When Jacob was born, Georg and Anna already had an older daughter, twenty month old Anna Catharina, who had also been born in Irsingen. They appear to have been very poor, moving from place to place in order to find work. At the time of Jacob’s birth Georg was working as a farm hand in Irsingen, and Anna was working there as a maid servant.

These are the only evidences of Jacob’s family in Irsingen. It appears that sometime after the children were born, they continued to migrate to find work. We next find a 1786 entry listing Georg Rierschneck as a farmer in the town of Deffersdorf, about twenty miles to the north.

Where the family was after 1752 until they appear out of nowhere in 1786 is not known. Even more of a mystery is how Georg, a farm hand, and Anna, a maid servant, would have been able to rise up and acquire some substantial farm in less than one generation. One explanation is that Jacob and Catharina’s mother, Anna Schwanzer, may have died early, and that Georg’s wife, listed in Deffersdorf as Anna Maria, was his second wife. It may have been that through her they were able to acquire the farm.

In any event, it seems that Georg and his family must have been living somewhere around that area, which was in the Waizendorf District of Ansbach, in the German state of Bayern (Bavaria), as early as 1777, because that is where twenty four year old Jacob was living with his parents at the time of his entry into military service early that year.

Family tradition is that he was threshing wheat when seized by military officers. Failing to secure his release, his mother gave him a German Bible for use in the far-away land.

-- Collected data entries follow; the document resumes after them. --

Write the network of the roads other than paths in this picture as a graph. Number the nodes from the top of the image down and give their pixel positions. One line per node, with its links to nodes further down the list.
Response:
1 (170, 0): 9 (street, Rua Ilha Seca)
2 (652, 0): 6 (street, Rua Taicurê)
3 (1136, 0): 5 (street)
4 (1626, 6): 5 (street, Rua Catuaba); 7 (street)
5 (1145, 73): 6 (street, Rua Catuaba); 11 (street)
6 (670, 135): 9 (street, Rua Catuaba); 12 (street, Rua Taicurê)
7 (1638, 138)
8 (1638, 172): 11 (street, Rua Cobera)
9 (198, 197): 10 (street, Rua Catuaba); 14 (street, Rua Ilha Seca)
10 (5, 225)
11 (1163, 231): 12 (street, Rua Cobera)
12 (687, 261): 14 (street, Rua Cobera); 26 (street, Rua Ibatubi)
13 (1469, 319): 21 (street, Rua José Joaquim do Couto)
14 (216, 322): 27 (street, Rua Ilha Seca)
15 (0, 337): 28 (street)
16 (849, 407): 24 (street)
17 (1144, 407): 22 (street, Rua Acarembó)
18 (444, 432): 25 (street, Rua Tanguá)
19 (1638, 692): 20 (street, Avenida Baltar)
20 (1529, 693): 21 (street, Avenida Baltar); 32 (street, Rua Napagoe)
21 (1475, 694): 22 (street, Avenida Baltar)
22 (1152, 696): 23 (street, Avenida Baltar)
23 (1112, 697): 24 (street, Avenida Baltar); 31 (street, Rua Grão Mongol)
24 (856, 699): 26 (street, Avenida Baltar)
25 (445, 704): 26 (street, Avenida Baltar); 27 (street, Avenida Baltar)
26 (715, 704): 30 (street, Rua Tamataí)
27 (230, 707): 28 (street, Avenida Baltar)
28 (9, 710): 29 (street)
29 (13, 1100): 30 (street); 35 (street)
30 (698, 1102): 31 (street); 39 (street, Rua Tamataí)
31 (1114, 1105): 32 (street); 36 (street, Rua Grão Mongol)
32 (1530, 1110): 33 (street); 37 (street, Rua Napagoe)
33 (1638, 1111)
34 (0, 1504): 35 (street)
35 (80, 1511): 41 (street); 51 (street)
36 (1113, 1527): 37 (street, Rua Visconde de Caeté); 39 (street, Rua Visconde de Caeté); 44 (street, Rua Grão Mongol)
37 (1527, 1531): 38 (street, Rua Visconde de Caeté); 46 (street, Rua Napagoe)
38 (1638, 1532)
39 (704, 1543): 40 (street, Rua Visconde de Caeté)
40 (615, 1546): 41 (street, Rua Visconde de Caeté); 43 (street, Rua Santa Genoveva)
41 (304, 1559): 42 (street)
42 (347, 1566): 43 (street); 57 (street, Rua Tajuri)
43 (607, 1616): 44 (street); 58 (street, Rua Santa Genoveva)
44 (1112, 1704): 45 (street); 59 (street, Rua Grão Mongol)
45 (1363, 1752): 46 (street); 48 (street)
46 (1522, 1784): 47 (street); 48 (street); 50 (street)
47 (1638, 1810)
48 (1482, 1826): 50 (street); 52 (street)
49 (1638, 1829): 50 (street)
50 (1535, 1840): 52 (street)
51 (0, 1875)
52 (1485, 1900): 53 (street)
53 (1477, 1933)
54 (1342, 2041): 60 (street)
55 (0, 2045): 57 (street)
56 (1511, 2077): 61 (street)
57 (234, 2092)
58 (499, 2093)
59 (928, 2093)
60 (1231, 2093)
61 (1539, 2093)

History reveals that during Jacob’s time, the ruler of Ansbach regularly conscripted all able bodied men of a certain age into military service. Because the state was facing bankruptcy in 1776, the ruler agreed to rent his soldiers out to the King of England to help fight against the rebellious colonists during the American Revolutionary War. Even with this being the case, it does not preclude the possibility of force being involved, and regardless of how he was pressed into service, Jacob was one of those chosen to go.

He entered military service as a private in the Ansbach Regiment, Company 1, a musketeer, under the command of Colonel Friedrich Ludwig Albrecht von Eyb. On March 3, 1777, he was among 2,500 men from the Ansbach-Bayreuth Regiments who marched down the road out of Ansbach amid many tears and weeping by the people, leaving the city and his family behind - never to see them again.

The troops arrived in Holland, and on March 25, 1777 they marched onto the great square at the castle in the city of Nijmegen, where Jacob was No. 84 to take the oath of allegiance to King George III of Great Britain. A few days later he went aboard an English transport ship, probably the "Friendship", and sailed off into the North Sea towards England.

After a harrowing trip by sea, Jacob first set foot on American soil about eight weeks after leaving home, arriving in New York Harbor in early June of 1777.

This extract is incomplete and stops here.